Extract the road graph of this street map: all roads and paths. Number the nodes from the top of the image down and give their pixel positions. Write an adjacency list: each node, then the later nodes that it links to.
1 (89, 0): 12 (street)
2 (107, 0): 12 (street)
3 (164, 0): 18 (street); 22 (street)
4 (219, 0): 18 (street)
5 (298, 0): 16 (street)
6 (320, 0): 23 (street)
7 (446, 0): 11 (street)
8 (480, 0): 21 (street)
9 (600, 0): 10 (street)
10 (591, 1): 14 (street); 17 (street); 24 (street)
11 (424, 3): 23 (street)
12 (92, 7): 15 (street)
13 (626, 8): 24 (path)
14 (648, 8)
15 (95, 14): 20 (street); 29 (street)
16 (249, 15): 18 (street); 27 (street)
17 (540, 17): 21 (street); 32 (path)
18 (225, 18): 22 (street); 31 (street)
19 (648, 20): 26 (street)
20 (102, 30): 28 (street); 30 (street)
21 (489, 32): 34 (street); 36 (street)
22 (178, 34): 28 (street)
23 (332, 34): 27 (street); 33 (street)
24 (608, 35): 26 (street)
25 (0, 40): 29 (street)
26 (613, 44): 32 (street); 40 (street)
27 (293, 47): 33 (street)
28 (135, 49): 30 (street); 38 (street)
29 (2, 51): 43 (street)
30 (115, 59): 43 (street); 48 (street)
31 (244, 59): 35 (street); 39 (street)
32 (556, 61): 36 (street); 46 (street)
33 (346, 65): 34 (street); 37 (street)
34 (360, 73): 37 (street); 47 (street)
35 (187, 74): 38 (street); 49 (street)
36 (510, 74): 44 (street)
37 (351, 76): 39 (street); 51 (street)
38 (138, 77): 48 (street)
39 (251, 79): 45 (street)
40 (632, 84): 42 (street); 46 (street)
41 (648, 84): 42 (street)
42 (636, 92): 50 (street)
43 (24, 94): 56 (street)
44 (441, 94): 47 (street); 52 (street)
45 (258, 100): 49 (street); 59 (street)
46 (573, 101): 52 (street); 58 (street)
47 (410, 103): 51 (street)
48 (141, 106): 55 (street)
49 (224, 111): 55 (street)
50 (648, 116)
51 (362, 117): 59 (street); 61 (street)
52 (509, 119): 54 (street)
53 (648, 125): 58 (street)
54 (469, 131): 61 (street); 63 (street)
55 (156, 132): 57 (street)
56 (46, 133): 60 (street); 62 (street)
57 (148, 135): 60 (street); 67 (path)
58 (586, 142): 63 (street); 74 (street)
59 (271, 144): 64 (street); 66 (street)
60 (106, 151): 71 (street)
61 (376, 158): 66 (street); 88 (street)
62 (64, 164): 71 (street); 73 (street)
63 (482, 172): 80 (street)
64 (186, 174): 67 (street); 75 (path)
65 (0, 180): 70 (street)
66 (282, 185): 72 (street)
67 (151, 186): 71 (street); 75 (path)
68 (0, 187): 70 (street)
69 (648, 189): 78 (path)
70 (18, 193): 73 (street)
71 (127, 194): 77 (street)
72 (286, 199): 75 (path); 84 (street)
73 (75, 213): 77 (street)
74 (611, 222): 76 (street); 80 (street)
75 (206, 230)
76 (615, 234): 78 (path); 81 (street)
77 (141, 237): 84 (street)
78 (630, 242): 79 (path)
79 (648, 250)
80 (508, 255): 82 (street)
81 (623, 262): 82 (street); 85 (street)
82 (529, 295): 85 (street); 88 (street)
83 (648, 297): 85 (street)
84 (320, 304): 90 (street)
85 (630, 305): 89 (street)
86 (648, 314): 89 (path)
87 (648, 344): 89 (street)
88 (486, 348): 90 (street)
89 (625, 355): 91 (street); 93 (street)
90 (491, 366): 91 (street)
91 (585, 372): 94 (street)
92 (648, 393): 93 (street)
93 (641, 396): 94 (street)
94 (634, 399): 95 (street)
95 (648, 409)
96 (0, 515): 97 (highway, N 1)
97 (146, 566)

- Instructions for the task: Output the entries exactly. Leave nothing out.

- Your solution:
Extract the road graph of this street map: all roads and paths. Number the nodes from the top of the image down and give their pixel positions. Write an adjacency list: each node, then the later nodes that it links to.
1 (89, 0): 12 (street)
2 (107, 0): 12 (street)
3 (164, 0): 18 (street); 22 (street)
4 (219, 0): 18 (street)
5 (298, 0): 16 (street)
6 (320, 0): 23 (street)
7 (446, 0): 11 (street)
8 (480, 0): 21 (street)
9 (600, 0): 10 (street)
10 (591, 1): 14 (street); 17 (street); 24 (street)
11 (424, 3): 23 (street)
12 (92, 7): 15 (street)
13 (626, 8): 24 (path)
14 (648, 8)
15 (95, 14): 20 (street); 29 (street)
16 (249, 15): 18 (street); 27 (street)
17 (540, 17): 21 (street); 32 (path)
18 (225, 18): 22 (street); 31 (street)
19 (648, 20): 26 (street)
20 (102, 30): 28 (street); 30 (street)
21 (489, 32): 34 (street); 36 (street)
22 (178, 34): 28 (street)
23 (332, 34): 27 (street); 33 (street)
24 (608, 35): 26 (street)
25 (0, 40): 29 (street)
26 (613, 44): 32 (street); 40 (street)
27 (293, 47): 33 (street)
28 (135, 49): 30 (street); 38 (street)
29 (2, 51): 43 (street)
30 (115, 59): 43 (street); 48 (street)
31 (244, 59): 35 (street); 39 (street)
32 (556, 61): 36 (street); 46 (street)
33 (346, 65): 34 (street); 37 (street)
34 (360, 73): 37 (street); 47 (street)
35 (187, 74): 38 (street); 49 (street)
36 (510, 74): 44 (street)
37 (351, 76): 39 (street); 51 (street)
38 (138, 77): 48 (street)
39 (251, 79): 45 (street)
40 (632, 84): 42 (street); 46 (street)
41 (648, 84): 42 (street)
42 (636, 92): 50 (street)
43 (24, 94): 56 (street)
44 (441, 94): 47 (street); 52 (street)
45 (258, 100): 49 (street); 59 (street)
46 (573, 101): 52 (street); 58 (street)
47 (410, 103): 51 (street)
48 (141, 106): 55 (street)
49 (224, 111): 55 (street)
50 (648, 116)
51 (362, 117): 59 (street); 61 (street)
52 (509, 119): 54 (street)
53 (648, 125): 58 (street)
54 (469, 131): 61 (street); 63 (street)
55 (156, 132): 57 (street)
56 (46, 133): 60 (street); 62 (street)
57 (148, 135): 60 (street); 67 (path)
58 (586, 142): 63 (street); 74 (street)
59 (271, 144): 64 (street); 66 (street)
60 (106, 151): 71 (street)
61 (376, 158): 66 (street); 88 (street)
62 (64, 164): 71 (street); 73 (street)
63 (482, 172): 80 (street)
64 (186, 174): 67 (street); 75 (path)
65 (0, 180): 70 (street)
66 (282, 185): 72 (street)
67 (151, 186): 71 (street); 75 (path)
68 (0, 187): 70 (street)
69 (648, 189): 78 (path)
70 (18, 193): 73 (street)
71 (127, 194): 77 (street)
72 (286, 199): 75 (path); 84 (street)
73 (75, 213): 77 (street)
74 (611, 222): 76 (street); 80 (street)
75 (206, 230)
76 (615, 234): 78 (path); 81 (street)
77 (141, 237): 84 (street)
78 (630, 242): 79 (path)
79 (648, 250)
80 (508, 255): 82 (street)
81 (623, 262): 82 (street); 85 (street)
82 (529, 295): 85 (street); 88 (street)
83 (648, 297): 85 (street)
84 (320, 304): 90 (street)
85 (630, 305): 89 (street)
86 (648, 314): 89 (path)
87 (648, 344): 89 (street)
88 (486, 348): 90 (street)
89 (625, 355): 91 (street); 93 (street)
90 (491, 366): 91 (street)
91 (585, 372): 94 (street)
92 (648, 393): 93 (street)
93 (641, 396): 94 (street)
94 (634, 399): 95 (street)
95 (648, 409)
96 (0, 515): 97 (highway, N 1)
97 (146, 566)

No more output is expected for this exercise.